The mechanism of anti-tumor recurrence by PFRM analgesia was further investigated. As shown in Fig. 5A, B, the percentage of CD80+ and CD86+ cells was significantly increased in the draining lymph nodes of PFM- and PFRM-treated mice compared to those of control mice, revealing increased DC maturation. Furthermore, MHC-I was upregulated in PFR- and PFRM-treated mouse tumor cells (Fig. 5C). Consequently, PFR- and PFM-treated mice showed mild CD8+ T cell infiltration, while PFRM analgesia resulted in maximum CD8+ T cell infiltration (Fig. 5D–F). In addition, PFRM analgesia significantly reduced the inhibitory immune cells populations in tumors, including Tregs and MDSCs (Figure S8 and Fig. 5G, H). Moreover, PFRM analgesia also remarkably increased the levels of TNF-α and IFN-γ compared to control mice (Fig. 5I). Collectively, PFRM analgesia promoted the infiltration of CD8+ T cell and elicited a strong immune response in residual tumor tissues, resulting in the inhibition of tumor recurrence (Fig. 5J).

Conclusions

In summary, postoperative analgesia with ropivacaine-loaded Pluronic F127 hydrogel reduce the incidence of high-dose ropivacaine-induced convulsions and prolongs postoperative pain relief for more than 16 h.
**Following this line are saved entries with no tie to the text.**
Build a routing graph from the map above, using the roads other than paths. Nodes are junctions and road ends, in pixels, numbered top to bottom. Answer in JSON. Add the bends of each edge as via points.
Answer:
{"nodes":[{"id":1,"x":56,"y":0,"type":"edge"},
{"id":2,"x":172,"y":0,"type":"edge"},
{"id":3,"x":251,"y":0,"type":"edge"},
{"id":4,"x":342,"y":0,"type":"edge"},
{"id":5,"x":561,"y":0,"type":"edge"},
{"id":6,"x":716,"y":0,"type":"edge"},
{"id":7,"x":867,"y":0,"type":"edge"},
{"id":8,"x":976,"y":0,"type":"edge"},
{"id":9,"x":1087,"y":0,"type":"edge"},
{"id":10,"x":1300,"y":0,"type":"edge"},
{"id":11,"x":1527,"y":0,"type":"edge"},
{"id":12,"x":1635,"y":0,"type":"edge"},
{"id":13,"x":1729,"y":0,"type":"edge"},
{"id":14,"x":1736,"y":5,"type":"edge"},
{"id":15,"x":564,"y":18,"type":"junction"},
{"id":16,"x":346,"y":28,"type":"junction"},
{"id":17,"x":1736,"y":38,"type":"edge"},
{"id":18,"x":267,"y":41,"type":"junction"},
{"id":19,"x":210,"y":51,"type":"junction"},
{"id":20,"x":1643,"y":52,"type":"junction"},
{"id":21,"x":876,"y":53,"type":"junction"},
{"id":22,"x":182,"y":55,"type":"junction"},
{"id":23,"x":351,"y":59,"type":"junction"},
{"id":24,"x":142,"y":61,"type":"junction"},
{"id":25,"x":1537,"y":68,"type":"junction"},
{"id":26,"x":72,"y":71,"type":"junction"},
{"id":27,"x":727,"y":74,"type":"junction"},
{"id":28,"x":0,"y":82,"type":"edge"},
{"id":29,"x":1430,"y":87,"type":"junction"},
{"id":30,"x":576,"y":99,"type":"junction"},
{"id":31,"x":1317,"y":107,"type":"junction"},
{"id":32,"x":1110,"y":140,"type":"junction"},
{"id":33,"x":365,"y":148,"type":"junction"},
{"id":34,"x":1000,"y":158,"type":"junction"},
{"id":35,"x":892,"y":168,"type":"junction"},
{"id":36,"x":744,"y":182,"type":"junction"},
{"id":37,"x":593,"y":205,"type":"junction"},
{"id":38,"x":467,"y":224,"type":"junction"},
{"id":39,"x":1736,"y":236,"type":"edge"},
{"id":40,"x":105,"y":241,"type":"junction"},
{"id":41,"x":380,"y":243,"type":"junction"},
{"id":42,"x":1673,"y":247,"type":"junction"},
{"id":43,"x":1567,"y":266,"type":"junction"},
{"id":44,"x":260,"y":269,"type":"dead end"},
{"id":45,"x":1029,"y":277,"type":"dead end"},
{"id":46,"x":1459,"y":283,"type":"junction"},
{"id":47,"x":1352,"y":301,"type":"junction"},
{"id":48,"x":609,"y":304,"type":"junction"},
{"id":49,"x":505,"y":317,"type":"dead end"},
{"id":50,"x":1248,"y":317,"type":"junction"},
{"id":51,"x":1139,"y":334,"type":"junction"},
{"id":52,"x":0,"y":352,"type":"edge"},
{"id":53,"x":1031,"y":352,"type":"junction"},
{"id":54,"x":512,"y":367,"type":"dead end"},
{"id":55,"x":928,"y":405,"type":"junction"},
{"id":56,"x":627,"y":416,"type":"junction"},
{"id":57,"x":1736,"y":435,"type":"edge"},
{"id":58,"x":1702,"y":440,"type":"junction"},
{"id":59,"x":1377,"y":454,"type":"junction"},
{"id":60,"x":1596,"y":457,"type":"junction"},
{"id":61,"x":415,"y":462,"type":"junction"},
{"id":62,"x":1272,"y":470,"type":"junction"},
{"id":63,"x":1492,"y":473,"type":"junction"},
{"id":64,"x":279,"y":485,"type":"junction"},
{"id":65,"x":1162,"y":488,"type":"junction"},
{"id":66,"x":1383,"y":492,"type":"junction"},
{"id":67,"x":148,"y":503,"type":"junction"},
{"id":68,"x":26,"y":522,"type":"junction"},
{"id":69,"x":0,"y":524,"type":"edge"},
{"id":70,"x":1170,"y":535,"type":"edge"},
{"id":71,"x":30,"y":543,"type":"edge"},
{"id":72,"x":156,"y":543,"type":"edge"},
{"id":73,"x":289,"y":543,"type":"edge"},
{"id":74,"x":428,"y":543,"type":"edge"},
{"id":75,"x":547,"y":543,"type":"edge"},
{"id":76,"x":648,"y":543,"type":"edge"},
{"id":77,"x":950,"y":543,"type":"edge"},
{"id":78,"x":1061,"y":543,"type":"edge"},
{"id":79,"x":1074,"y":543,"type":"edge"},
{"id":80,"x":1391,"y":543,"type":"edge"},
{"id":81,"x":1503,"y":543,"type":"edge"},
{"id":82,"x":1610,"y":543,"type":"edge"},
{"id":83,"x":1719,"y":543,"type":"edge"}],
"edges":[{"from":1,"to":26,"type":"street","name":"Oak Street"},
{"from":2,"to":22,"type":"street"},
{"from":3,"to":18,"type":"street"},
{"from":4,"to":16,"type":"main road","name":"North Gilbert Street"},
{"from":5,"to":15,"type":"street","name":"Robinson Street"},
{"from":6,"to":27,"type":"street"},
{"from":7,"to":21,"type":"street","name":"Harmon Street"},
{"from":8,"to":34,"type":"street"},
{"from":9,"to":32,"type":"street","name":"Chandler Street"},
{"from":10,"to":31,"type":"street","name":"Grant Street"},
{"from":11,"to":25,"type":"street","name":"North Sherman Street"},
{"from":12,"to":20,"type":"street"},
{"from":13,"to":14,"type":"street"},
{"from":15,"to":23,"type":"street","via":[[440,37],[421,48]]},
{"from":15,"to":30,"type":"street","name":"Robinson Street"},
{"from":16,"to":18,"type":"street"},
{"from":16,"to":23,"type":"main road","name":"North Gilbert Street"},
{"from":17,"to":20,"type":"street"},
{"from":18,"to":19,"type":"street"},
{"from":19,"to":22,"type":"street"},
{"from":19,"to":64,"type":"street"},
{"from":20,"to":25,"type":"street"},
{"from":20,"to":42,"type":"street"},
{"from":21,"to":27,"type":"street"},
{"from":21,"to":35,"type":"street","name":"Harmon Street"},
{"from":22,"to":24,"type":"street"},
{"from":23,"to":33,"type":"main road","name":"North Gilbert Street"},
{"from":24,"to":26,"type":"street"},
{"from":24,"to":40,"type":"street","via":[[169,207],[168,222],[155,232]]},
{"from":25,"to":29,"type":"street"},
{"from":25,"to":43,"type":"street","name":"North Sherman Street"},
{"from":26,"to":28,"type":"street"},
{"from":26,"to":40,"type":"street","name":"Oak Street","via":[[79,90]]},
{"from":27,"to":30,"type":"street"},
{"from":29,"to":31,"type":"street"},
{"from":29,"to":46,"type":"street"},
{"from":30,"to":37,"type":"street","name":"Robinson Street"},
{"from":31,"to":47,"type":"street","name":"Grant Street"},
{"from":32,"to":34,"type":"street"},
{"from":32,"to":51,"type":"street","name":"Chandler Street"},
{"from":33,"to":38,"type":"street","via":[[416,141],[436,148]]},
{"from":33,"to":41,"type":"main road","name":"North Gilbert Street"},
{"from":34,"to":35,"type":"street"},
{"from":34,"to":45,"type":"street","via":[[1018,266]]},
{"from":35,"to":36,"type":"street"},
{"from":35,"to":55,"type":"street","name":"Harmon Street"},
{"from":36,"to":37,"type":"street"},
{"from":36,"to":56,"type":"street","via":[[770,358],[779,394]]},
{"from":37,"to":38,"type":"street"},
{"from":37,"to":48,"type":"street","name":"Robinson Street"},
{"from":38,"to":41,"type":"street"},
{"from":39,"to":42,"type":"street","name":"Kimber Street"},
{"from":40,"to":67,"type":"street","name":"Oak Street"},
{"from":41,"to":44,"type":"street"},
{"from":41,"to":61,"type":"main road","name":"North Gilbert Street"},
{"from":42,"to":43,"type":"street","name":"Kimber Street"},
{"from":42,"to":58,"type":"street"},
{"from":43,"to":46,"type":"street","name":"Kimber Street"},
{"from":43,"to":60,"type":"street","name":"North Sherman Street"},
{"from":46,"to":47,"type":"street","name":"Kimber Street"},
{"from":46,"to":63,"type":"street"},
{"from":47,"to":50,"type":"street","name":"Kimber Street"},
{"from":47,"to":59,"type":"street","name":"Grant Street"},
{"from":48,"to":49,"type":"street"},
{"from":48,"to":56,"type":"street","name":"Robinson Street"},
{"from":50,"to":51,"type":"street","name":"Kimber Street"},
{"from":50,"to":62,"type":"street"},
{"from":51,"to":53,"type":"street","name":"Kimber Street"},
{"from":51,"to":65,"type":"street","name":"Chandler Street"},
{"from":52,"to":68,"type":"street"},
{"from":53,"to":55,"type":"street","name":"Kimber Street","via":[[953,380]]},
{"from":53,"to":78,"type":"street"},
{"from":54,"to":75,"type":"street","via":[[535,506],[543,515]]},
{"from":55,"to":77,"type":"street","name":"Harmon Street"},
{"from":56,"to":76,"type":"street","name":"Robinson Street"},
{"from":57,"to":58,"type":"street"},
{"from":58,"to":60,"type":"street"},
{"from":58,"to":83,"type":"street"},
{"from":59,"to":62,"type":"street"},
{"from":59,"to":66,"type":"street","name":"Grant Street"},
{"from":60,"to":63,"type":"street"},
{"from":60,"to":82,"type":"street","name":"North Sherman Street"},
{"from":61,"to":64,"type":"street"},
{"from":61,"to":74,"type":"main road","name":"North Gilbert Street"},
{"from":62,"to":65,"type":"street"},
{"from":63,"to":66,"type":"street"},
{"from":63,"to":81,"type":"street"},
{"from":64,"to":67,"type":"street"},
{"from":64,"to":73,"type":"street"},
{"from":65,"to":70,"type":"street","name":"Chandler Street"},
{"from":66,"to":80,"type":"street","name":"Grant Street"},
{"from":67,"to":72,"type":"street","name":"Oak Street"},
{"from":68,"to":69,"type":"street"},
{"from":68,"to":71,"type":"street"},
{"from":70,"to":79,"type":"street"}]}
In addition, postoperative analgesia with ropivacaine-loaded hydrogel upregulates MHC-I in tumor cells by impairing autophagy, consequently promoting CD8+ T cell infiltration and preventing tumor recurrence. Overall, this study for the first time provides an LA-based approach for simultaneous long-lasting postoperative analgesia and prevention of tumor recurrence.